Monday, September 11, 2017

From the Archives - Sharing the Scary

Today's post is from the archives, if you will, and was initially published on our previous blog in January, 2017. Since today is exactly one year from this incident, I am sharing our story again. I am so thankful for God's mercy and provision during the scariest night of our lives. He is Jehovah Rapha, the Lord our healer and Jehovah Shamah, our ever-present Lord. He was with us that night and every moment since. We've never journeyed through parenthood alone and for that, I am overwhelmed by His mercy and goodness.

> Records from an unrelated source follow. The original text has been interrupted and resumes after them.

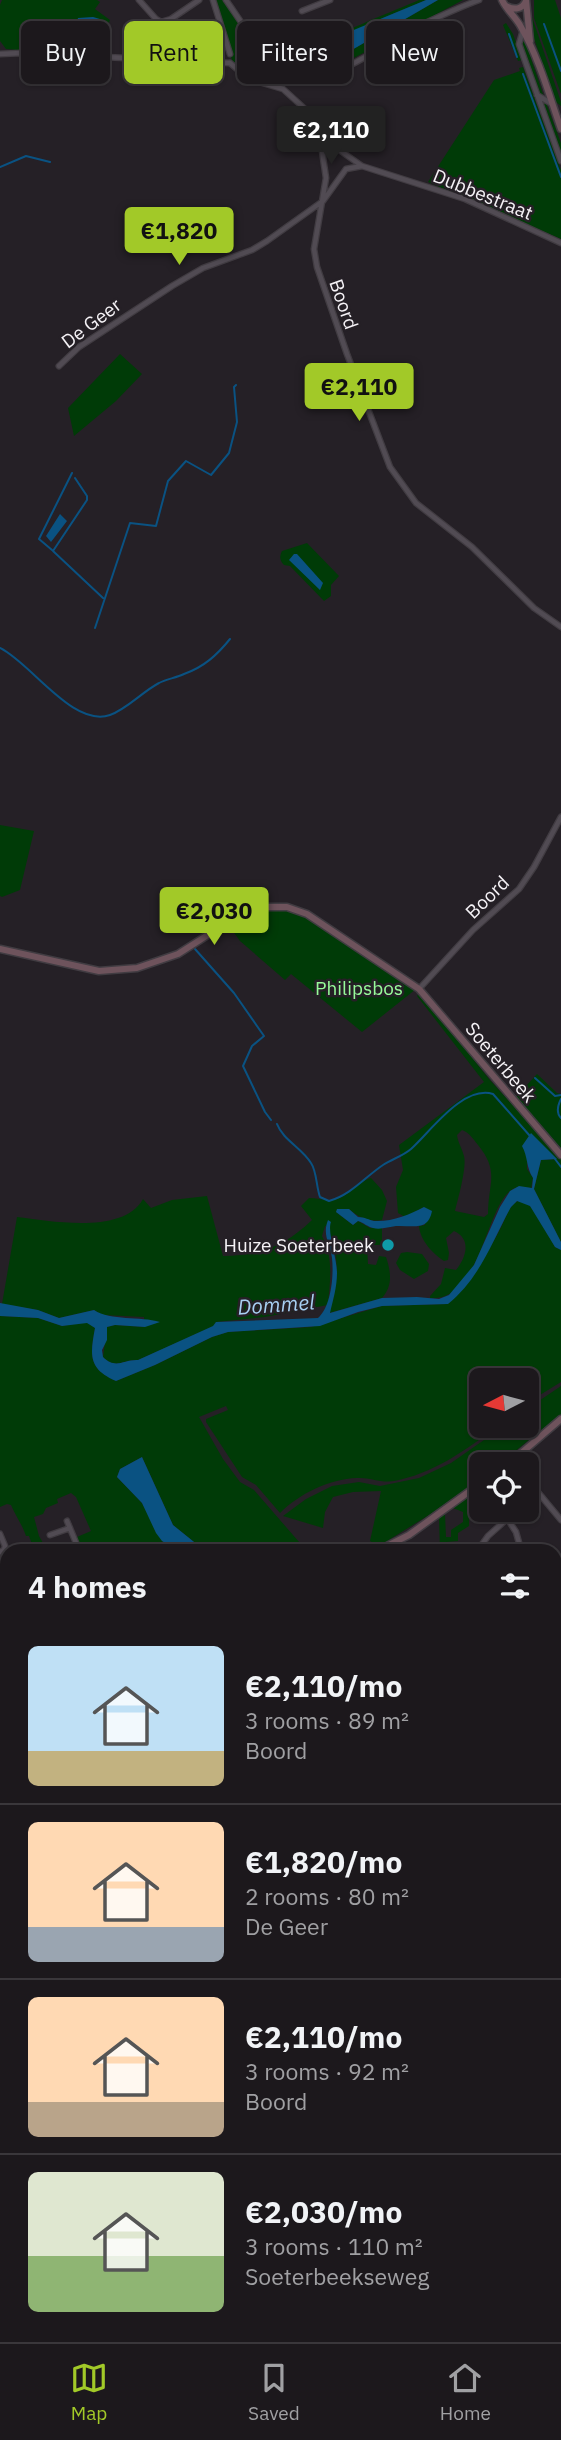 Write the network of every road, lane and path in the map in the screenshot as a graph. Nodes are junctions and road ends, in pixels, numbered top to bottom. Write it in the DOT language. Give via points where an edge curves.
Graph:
graph roads {
  1 [pos="139,0"];
  2 [pos="199,0"];
  3 [pos="213,0"];
  4 [pos="226,0"];
  5 [pos="330,0"];
  6 [pos="479,0"];
  7 [pos="526,0"];
  8 [pos="503,2"];
  9 [pos="302,10"];
  10 [pos="241,21"];
  11 [pos="523,30"];
  12 [pos="532,49"];
  13 [pos="0,54"];
  14 [pos="230,59"];
  15 [pos="352,65"];
  16 [pos="286,84"];
  17 [pos="283,89"];
  18 [pos="537,94"];
  19 [pos="552,104"];
  20 [pos="561,129"];
  21 [pos="320,137"];
  22 [pos="561,161"];
  23 [pos="362,166"];
  24 [pos="323,201"];
  25 [pos="561,243"];
  26 [pos="60,366"];
  27 [pos="561,626"];
  28 [pos="561,817"];
  29 [pos="0,949"];
  30 [pos="419,989"];
  31 [pos="561,1155"];
  32 [pos="561,1419"];
  33 [pos="524,1452"];
  34 [pos="469,1492"];
  35 [pos="539,1494"];
  36 [pos="561,1520"];
  37 [pos="67,1521"];
  38 [pos="503,1522"];
  39 [pos="510,1522"];
  40 [pos="70,1528"];
  41 [pos="50,1535"];
  42 [pos="77,1544"];
  43 [pos="391,1544"];
  44 [pos="482,1544"];
  45 [pos="519,1544"];
  1 -- 2 [label="street" via="161,22"];
  3 -- 14 [label="street"];
  4 -- 10 [label="street"];
  5 -- 9 [label="street"];
  6 -- 15 [label="street" via="415,28"];
  7 -- 8 [label="street" via="517,9"];
  7 -- 12 [label="street"];
  8 -- 11 [label="street"];
  11 -- 12 [label="street"];
  11 -- 18 [label="street" via="519,44"];
  12 -- 19 [label="street"];
  13 -- 14 [label="street"];
  14 -- 17 [label="street" via="250,79"];
  16 -- 17 [label="street"];
  17 -- 21 [label="street, Boord" via="305,108"];
  18 -- 19 [label="street"];
  18 -- 22 [label="street"];
  19 -- 20 [label="street"];
  21 -- 23 [label="street, Dubbestraat"];
  21 -- 24 [label="street, Boord" via="326,178"];
  23 -- 24 [label="street" via="346,169"];
  23 -- 25 [label="street, Dubbestraat" via="466,199"];
  24 -- 26 [label="street, De Geer" via="252,250 203,268 130,311"];
  24 -- 27 [label="street, Boord" via="314,249 317,267 390,467 416,503 472,547 534,608"];
  28 -- 30 [label="street, Boord" via="519,889"];
  29 -- 30 [label="street, Soeterbeek" via="99,971 137,968 178,954 239,915 266,905 287,907 307,914"];
  30 -- 31 [label="street, Soeterbeek"];
  32 -- 33 [label="street"];
  34 -- 43 [label="street"];
  35 -- 36 [label="street"];
  37 -- 40 [label="street"];
  38 -- 44 [label="street"];
  39 -- 45 [label="street"];
  40 -- 41 [label="street"];
  40 -- 42 [label="street"];
} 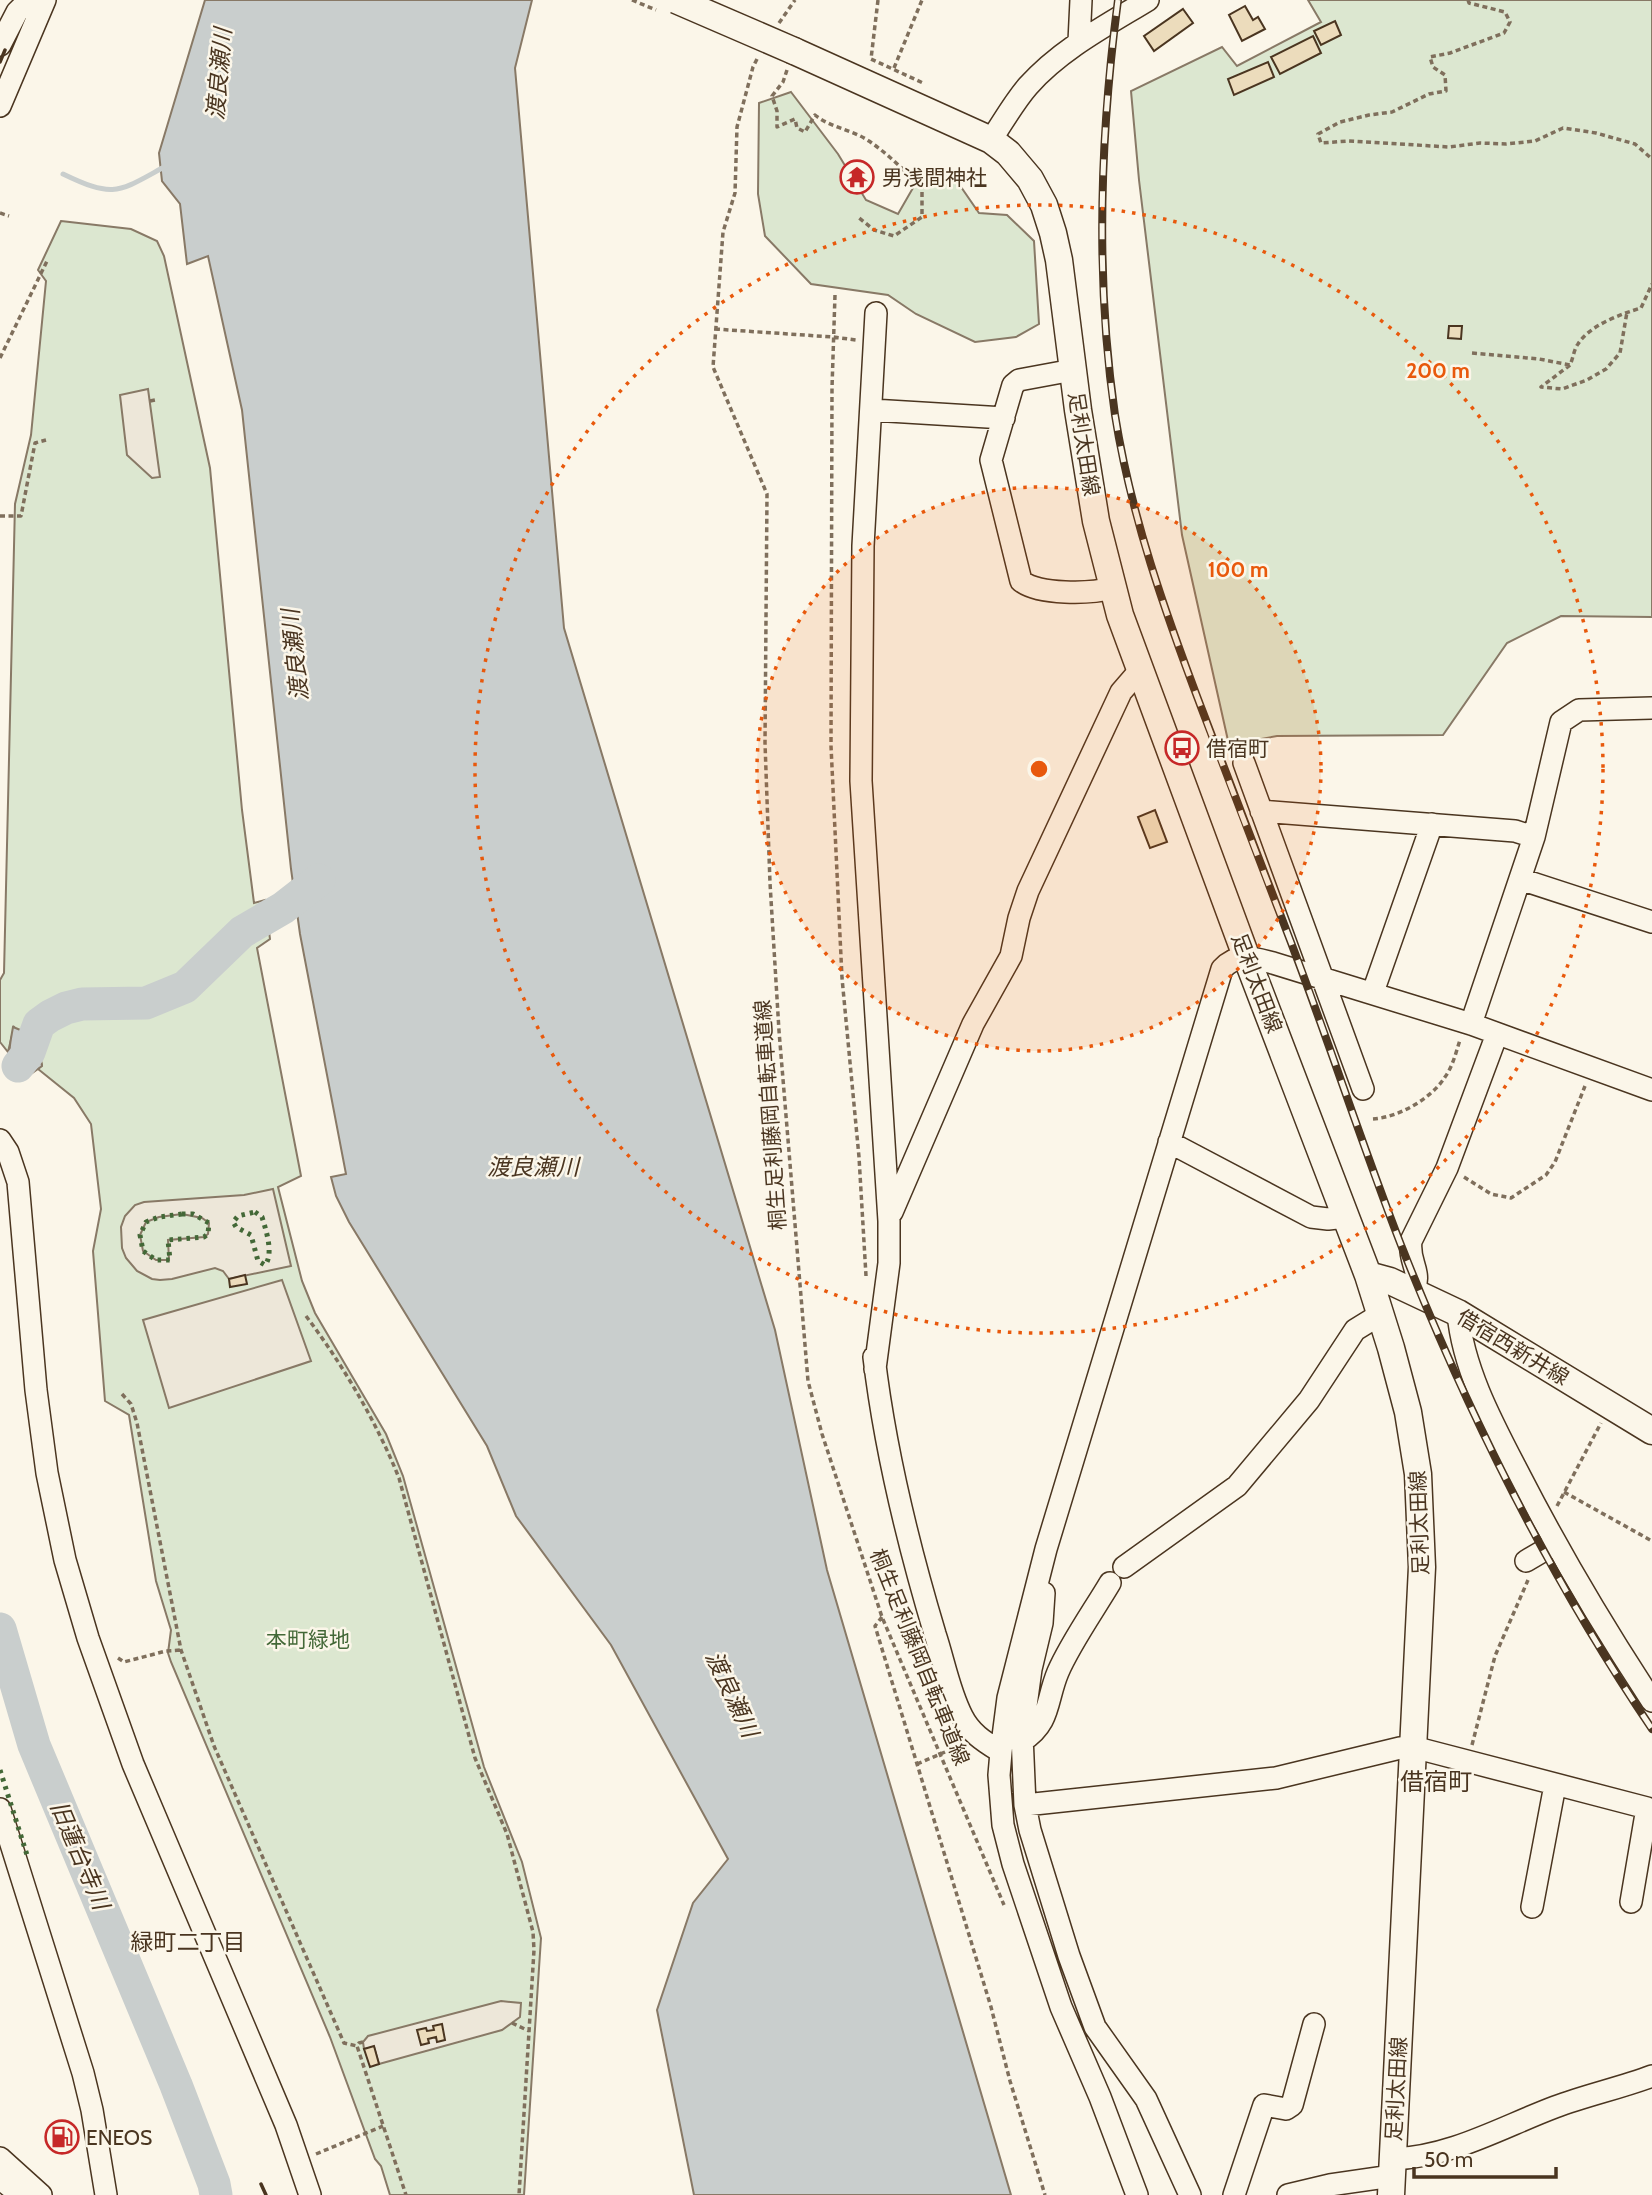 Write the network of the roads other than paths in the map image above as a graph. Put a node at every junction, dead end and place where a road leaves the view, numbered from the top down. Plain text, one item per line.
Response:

I wrote this post on September 12, 2016 but didn’t immediately post it and then I forgot about it. It’s been enough time that I feel comfortable sharing this story. A January 2017 update is at the end of this post.

I’ve debated sharing this story but I’m committed to sharing the beautiful, hell-hard, and scary moments of our lives. Last night was scary.
There are moments that will be permanently carved into your memory. Last night was one of those moments.
Our church has a new location, believe it or not, it’s a former BMW car dealership. It’s pretty cool. Within the next few weeks the car lifts will be replaced with auditorium seats and the BMW signs replaced with WOL and banners with 4 dots. Last night we had the opportunity to tour the dealership that’s being turned (back) into a church.
While we were there, Ethan got increasingly warm and tired. We thought it was due to teething and headed home for some Motrin and bedtime stories. Seconds after pulling out of the parking lot we heard a scream from the back seat. I jumped out of the car and into the back seat and Ethan was shaking. Immediately, I knew he was having a seizure. Ethan quickly came out of the seizure but wasn’t very responsive. Ben raced us to the hospital. We arrived and, with Ethan in my arms, I ran into the ER yelling, “help, help!” In hindsight it may not have been the best way to enter the ER but I’m mama bear and my baby cub needed help.
We were quickly admitted to the hospital. Ethan’s vitals were checked and, as a side note that made us smile, he’s even further off the charts in his weight. Shortly thereafter he was given medicine and we were taken to a room where he slept in brief amounts of time for another hour.
Then our family showed up, first Tim and Nicky, followed by Ben’s mom and dad, a check-in from Dan and my brother, my parents, and our pastor-parents, Kelly and Helen. Their love and support means leaps and bounds to us but what means even more is that they showed up in any way they could. They were all there when we needed them. Fiercely guard, value, love, and protect your family – you’ll never regret it. All day family and friends have checked in with us and my mama-heart is overwhelmed by the love and concern. It takes a village and I love our village.
After a few hours in the hospital we were sent home with a viral diagnosis, a fever that caused a seizure, and a little boy who wanted to smile and play with all the nurses. We’re exhausted but we’re home with our little boy and he’ll be back to his normal self in the next few days.
The scripture that I prayed over and over aloud as we sped to the hospital was, “no weapon formed against us shall prosper. No evil thing shall come from this. You work everything together for our good. And we’re believing that You’re going to work this together for our good. We believe and claim that right now, Lord.” I said it over and over again and it’s still my prayer today.
I’m so thankful for God’s protection as we drove to the hospital, although the seizure was scary and we pray it never happens again, it’s commonly seen in small children, and for that, we’re thankful. This is no indication that he has any kind of epilepsy or seizure disorder. We learned today that Ethan’s body having a seizure was actually his body’s way of protecting itself from the fever. It’s so incredible to me how God wired our bodies to take care of themselves. I can’t say enough good things about  the doctors and nurses who took such good care of our baby. A visit to the pediatrician today confirmed last night’s diagnosis and we’re all breathing easier now.
“God is good. God is good at being God. God is good to us.” Lysa TerKeurst
I’m so thankful that we found ourselves at the car-dealership-turned-church. Had we not been there, Ethan probably would have already been in bed when the fever spiked and we wouldn’t have known about it, and may have missed the seizure. In fact, we might not have known about any of it  at all. God truly ordered our steps yesterday and worked it all together for our good.
As you think of it, please pray for Ethan’s continued healing and for our parent-hearts and minds. Parenting isn’t for the faint at heart and today my heart is a little faint.

January, 2017 Update – As expected, Ethan made a full recovery and hasn’t had another seizure. We continue to be so thankful for God’s protection and provision that night in September. Today, the car dealership looks like a church – just how it was always meant to be.